How to complete this task> Your copy of the data below must be exact and must leave out all pictures.

Data for processing>
___

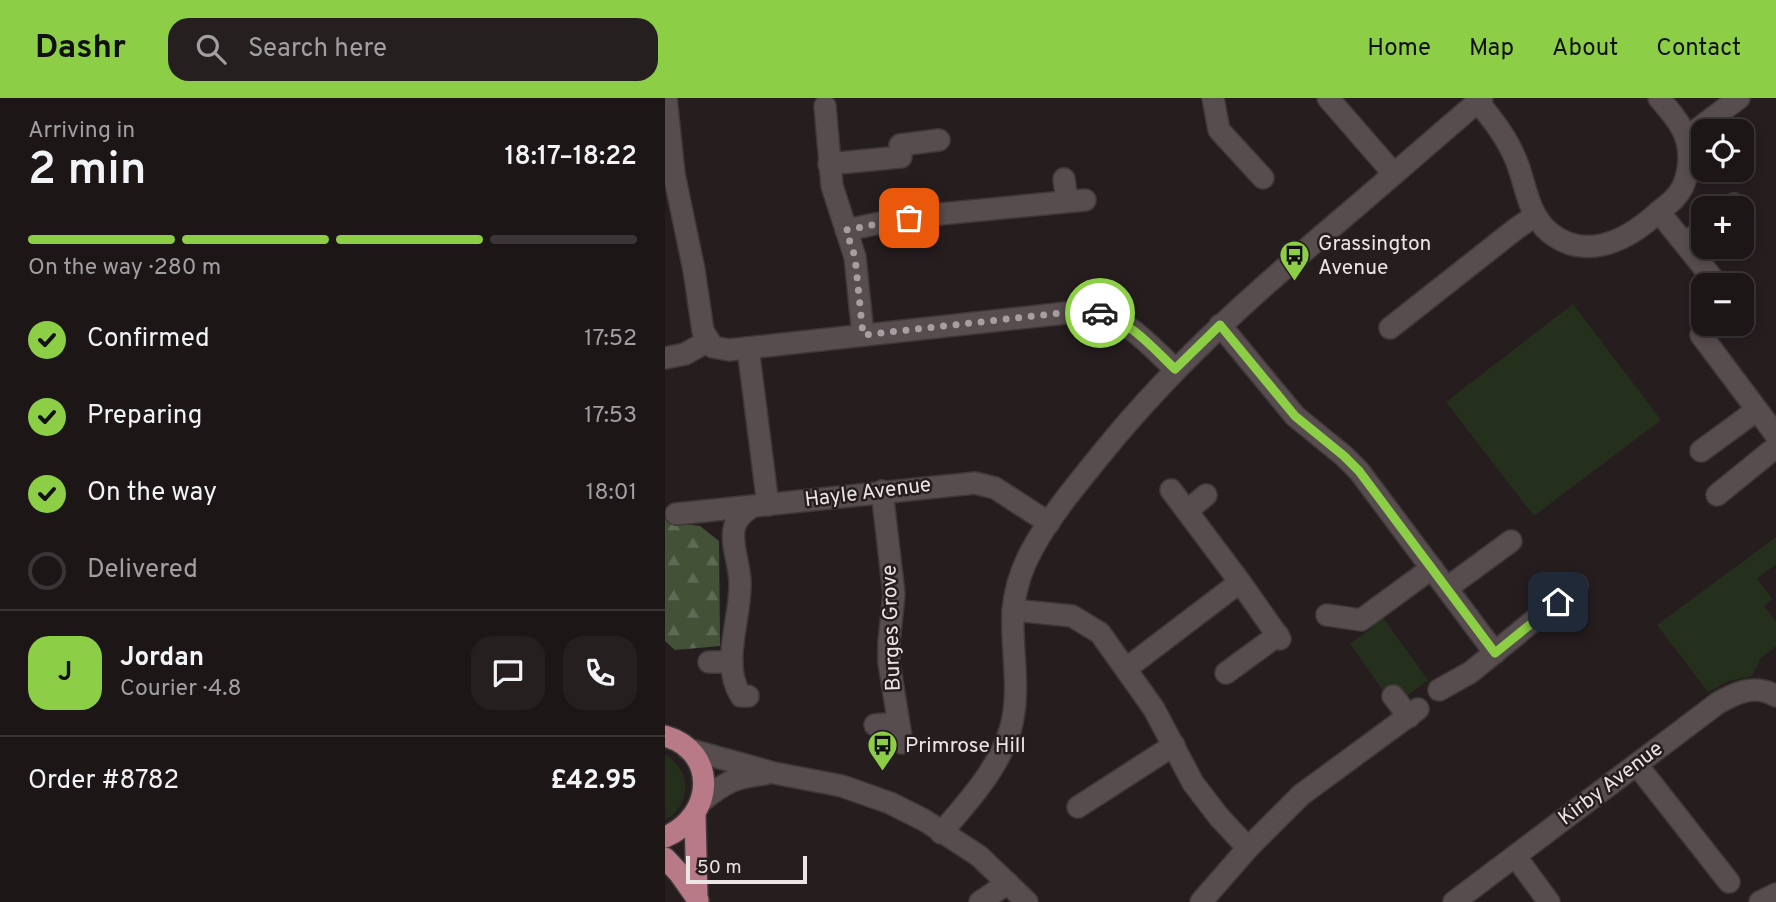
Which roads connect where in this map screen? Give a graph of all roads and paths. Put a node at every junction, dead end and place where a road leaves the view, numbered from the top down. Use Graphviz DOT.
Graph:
graph roads {
  1 [pos="675,98"];
  2 [pos="1213,98"];
  3 [pos="1328,98"];
  4 [pos="1659,98"];
  5 [pos="1739,98"];
  6 [pos="666,99"];
  7 [pos="1480,100"];
  8 [pos="822,116"];
  9 [pos="1686,138"];
  10 [pos="939,140"];
  11 [pos="829,164"];
  12 [pos="1394,174"];
  13 [pos="1263,178"];
  14 [pos="1064,179"];
  15 [pos="1659,212"];
  16 [pos="1535,216"];
  17 [pos="846,230"];
  18 [pos="1691,239"];
  19 [pos="1685,244"];
  20 [pos="1708,273"];
  21 [pos="1220,325"];
  22 [pos="1390,328"];
  23 [pos="863,335"];
  24 [pos="1702,336"];
  25 [pos="708,341"];
  26 [pos="748,348"];
  27 [pos="665,358"];
  28 [pos="1175,369"];
  29 [pos="1757,410"];
  30 [pos="1776,435"];
  31 [pos="1776,447"];
  32 [pos="1701,452"];
  33 [pos="1171,490"];
  34 [pos="882,491"];
  35 [pos="1206,495"];
  36 [pos="1717,495"];
  37 [pos="759,507"];
  38 [pos="1187,511"];
  39 [pos="676,514"];
  40 [pos="1049,523"];
  41 [pos="1511,541"];
  42 [pos="1432,568"];
  43 [pos="1240,582"];
  44 [pos="1577,585"];
  45 [pos="1447,588"];
  46 [pos="1558,602"];
  47 [pos="1013,610"];
  48 [pos="1327,615"];
  49 [pos="1572,619"];
  50 [pos="1495,653"];
  51 [pos="709,662"];
  52 [pos="1127,668"];
  53 [pos="1226,674"];
  54 [pos="1439,690"];
  55 [pos="1393,696"];
  56 [pos="1776,696"];
  57 [pos="875,725"];
  58 [pos="666,734"];
  59 [pos="1174,745"];
  60 [pos="688,749"];
  61 [pos="1637,765"];
  62 [pos="774,773"];
  63 [pos="1078,807"];
  64 [pos="698,808"];
  65 [pos="941,833"];
  66 [pos="665,837"];
  67 [pos="1248,849"];
  68 [pos="1516,857"];
  69 [pos="665,859"];
  70 [pos="1728,882"];
  71 [pos="1008,883"];
  72 [pos="1776,894"];
  73 [pos="698,900"];
  74 [pos="980,902"];
  75 [pos="1027,902"];
  76 [pos="1201,902"];
  77 [pos="1454,902"];
  78 [pos="1549,902"];
  79 [pos="1761,902"];
  1 -- 6 [label="street"];
  2 -- 13 [label="street"];
  3 -- 12 [label="street"];
  4 -- 9 [label="street"];
  5 -- 9 [label="street"];
  6 -- 25 [label="street"];
  7 -- 12 [label="street"];
  7 -- 16 [label="street"];
  8 -- 11 [label="street"];
  9 -- 15 [label="street"];
  10 -- 11 [label="street"];
  11 -- 17 [label="street"];
  12 -- 21 [label="street"];
  14 -- 17 [label="street"];
  15 -- 16 [label="street"];
  15 -- 19 [label="street"];
  16 -- 22 [label="street"];
  17 -- 23 [label="street"];
  18 -- 19 [label="street"];
  19 -- 20 [label="street"];
  21 -- 28 [label="street"];
  21 -- 42 [label="street"];
  23 -- 26 [label="street"];
  23 -- 28 [label="street"];
  24 -- 29 [label="street"];
  25 -- 26 [label="street"];
  25 -- 27 [label="street"];
  26 -- 37 [label="street"];
  28 -- 40 [label="street"];
  29 -- 30 [label="street"];
  29 -- 32 [label="street"];
  31 -- 36 [label="street"];
  33 -- 38 [label="street"];
  34 -- 37 [label="street, Hayle Avenue"];
  34 -- 40 [label="street, Hayle Avenue"];
  34 -- 57 [label="street, Burges Grove"];
  35 -- 38 [label="street"];
  37 -- 39 [label="street, Hayle Avenue"];
  37 -- 51 [label="street"];
  38 -- 43 [label="street"];
  40 -- 47 [label="street"];
  41 -- 45 [label="street"];
  42 -- 45 [label="street"];
  42 -- 48 [label="street"];
  43 -- 52 [label="street"];
  43 -- 53 [label="street"];
  44 -- 46 [label="street"];
  45 -- 50 [label="street"];
  46 -- 49 [label="street"];
  46 -- 50 [label="street"];
  47 -- 52 [label="street"];
  47 -- 65 [label="street"];
  50 -- 54 [label="street"];
  52 -- 59 [label="street"];
  55 -- 67 [label="street"];
  56 -- 61 [label="street, Kirby Avenue"];
  58 -- 60 [label="main road"];
  59 -- 63 [label="street"];
  59 -- 67 [label="street"];
  60 -- 62 [label="street"];
  60 -- 64 [label="main road"];
  61 -- 68 [label="street, Kirby Avenue"];
  61 -- 70 [label="street"];
  62 -- 64 [label="street"];
  62 -- 65 [label="street"];
  64 -- 66 [label="main road"];
  64 -- 73 [label="main road"];
  65 -- 71 [label="street"];
  67 -- 76 [label="street"];
  68 -- 77 [label="street, Kirby Avenue"];
  68 -- 78 [label="street"];
  69 -- 73 [label="main road"];
  71 -- 74 [label="street"];
  71 -- 75 [label="street"];
  72 -- 79 [label="street"];
}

___

Problem solution>
Which roads connect where in this map screen? Give a graph of all roads and paths. Put a node at every junction, dead end and place where a road leaves the view, numbered from the top down. Use Graphviz DOT.
Graph:
graph roads {
  1 [pos="675,98"];
  2 [pos="1213,98"];
  3 [pos="1328,98"];
  4 [pos="1659,98"];
  5 [pos="1739,98"];
  6 [pos="666,99"];
  7 [pos="1480,100"];
  8 [pos="822,116"];
  9 [pos="1686,138"];
  10 [pos="939,140"];
  11 [pos="829,164"];
  12 [pos="1394,174"];
  13 [pos="1263,178"];
  14 [pos="1064,179"];
  15 [pos="1659,212"];
  16 [pos="1535,216"];
  17 [pos="846,230"];
  18 [pos="1691,239"];
  19 [pos="1685,244"];
  20 [pos="1708,273"];
  21 [pos="1220,325"];
  22 [pos="1390,328"];
  23 [pos="863,335"];
  24 [pos="1702,336"];
  25 [pos="708,341"];
  26 [pos="748,348"];
  27 [pos="665,358"];
  28 [pos="1175,369"];
  29 [pos="1757,410"];
  30 [pos="1776,435"];
  31 [pos="1776,447"];
  32 [pos="1701,452"];
  33 [pos="1171,490"];
  34 [pos="882,491"];
  35 [pos="1206,495"];
  36 [pos="1717,495"];
  37 [pos="759,507"];
  38 [pos="1187,511"];
  39 [pos="676,514"];
  40 [pos="1049,523"];
  41 [pos="1511,541"];
  42 [pos="1432,568"];
  43 [pos="1240,582"];
  44 [pos="1577,585"];
  45 [pos="1447,588"];
  46 [pos="1558,602"];
  47 [pos="1013,610"];
  48 [pos="1327,615"];
  49 [pos="1572,619"];
  50 [pos="1495,653"];
  51 [pos="709,662"];
  52 [pos="1127,668"];
  53 [pos="1226,674"];
  54 [pos="1439,690"];
  55 [pos="1393,696"];
  56 [pos="1776,696"];
  57 [pos="875,725"];
  58 [pos="666,734"];
  59 [pos="1174,745"];
  60 [pos="688,749"];
  61 [pos="1637,765"];
  62 [pos="774,773"];
  63 [pos="1078,807"];
  64 [pos="698,808"];
  65 [pos="941,833"];
  66 [pos="665,837"];
  67 [pos="1248,849"];
  68 [pos="1516,857"];
  69 [pos="665,859"];
  70 [pos="1728,882"];
  71 [pos="1008,883"];
  72 [pos="1776,894"];
  73 [pos="698,900"];
  74 [pos="980,902"];
  75 [pos="1027,902"];
  76 [pos="1201,902"];
  77 [pos="1454,902"];
  78 [pos="1549,902"];
  79 [pos="1761,902"];
  1 -- 6 [label="street"];
  2 -- 13 [label="street"];
  3 -- 12 [label="street"];
  4 -- 9 [label="street"];
  5 -- 9 [label="street"];
  6 -- 25 [label="street"];
  7 -- 12 [label="street"];
  7 -- 16 [label="street"];
  8 -- 11 [label="street"];
  9 -- 15 [label="street"];
  10 -- 11 [label="street"];
  11 -- 17 [label="street"];
  12 -- 21 [label="street"];
  14 -- 17 [label="street"];
  15 -- 16 [label="street"];
  15 -- 19 [label="street"];
  16 -- 22 [label="street"];
  17 -- 23 [label="street"];
  18 -- 19 [label="street"];
  19 -- 20 [label="street"];
  21 -- 28 [label="street"];
  21 -- 42 [label="street"];
  23 -- 26 [label="street"];
  23 -- 28 [label="street"];
  24 -- 29 [label="street"];
  25 -- 26 [label="street"];
  25 -- 27 [label="street"];
  26 -- 37 [label="street"];
  28 -- 40 [label="street"];
  29 -- 30 [label="street"];
  29 -- 32 [label="street"];
  31 -- 36 [label="street"];
  33 -- 38 [label="street"];
  34 -- 37 [label="street, Hayle Avenue"];
  34 -- 40 [label="street, Hayle Avenue"];
  34 -- 57 [label="street, Burges Grove"];
  35 -- 38 [label="street"];
  37 -- 39 [label="street, Hayle Avenue"];
  37 -- 51 [label="street"];
  38 -- 43 [label="street"];
  40 -- 47 [label="street"];
  41 -- 45 [label="street"];
  42 -- 45 [label="street"];
  42 -- 48 [label="street"];
  43 -- 52 [label="street"];
  43 -- 53 [label="street"];
  44 -- 46 [label="street"];
  45 -- 50 [label="street"];
  46 -- 49 [label="street"];
  46 -- 50 [label="street"];
  47 -- 52 [label="street"];
  47 -- 65 [label="street"];
  50 -- 54 [label="street"];
  52 -- 59 [label="street"];
  55 -- 67 [label="street"];
  56 -- 61 [label="street, Kirby Avenue"];
  58 -- 60 [label="main road"];
  59 -- 63 [label="street"];
  59 -- 67 [label="street"];
  60 -- 62 [label="street"];
  60 -- 64 [label="main road"];
  61 -- 68 [label="street, Kirby Avenue"];
  61 -- 70 [label="street"];
  62 -- 64 [label="street"];
  62 -- 65 [label="street"];
  64 -- 66 [label="main road"];
  64 -- 73 [label="main road"];
  65 -- 71 [label="street"];
  67 -- 76 [label="street"];
  68 -- 77 [label="street, Kirby Avenue"];
  68 -- 78 [label="street"];
  69 -- 73 [label="main road"];
  71 -- 74 [label="street"];
  71 -- 75 [label="street"];
  72 -- 79 [label="street"];
}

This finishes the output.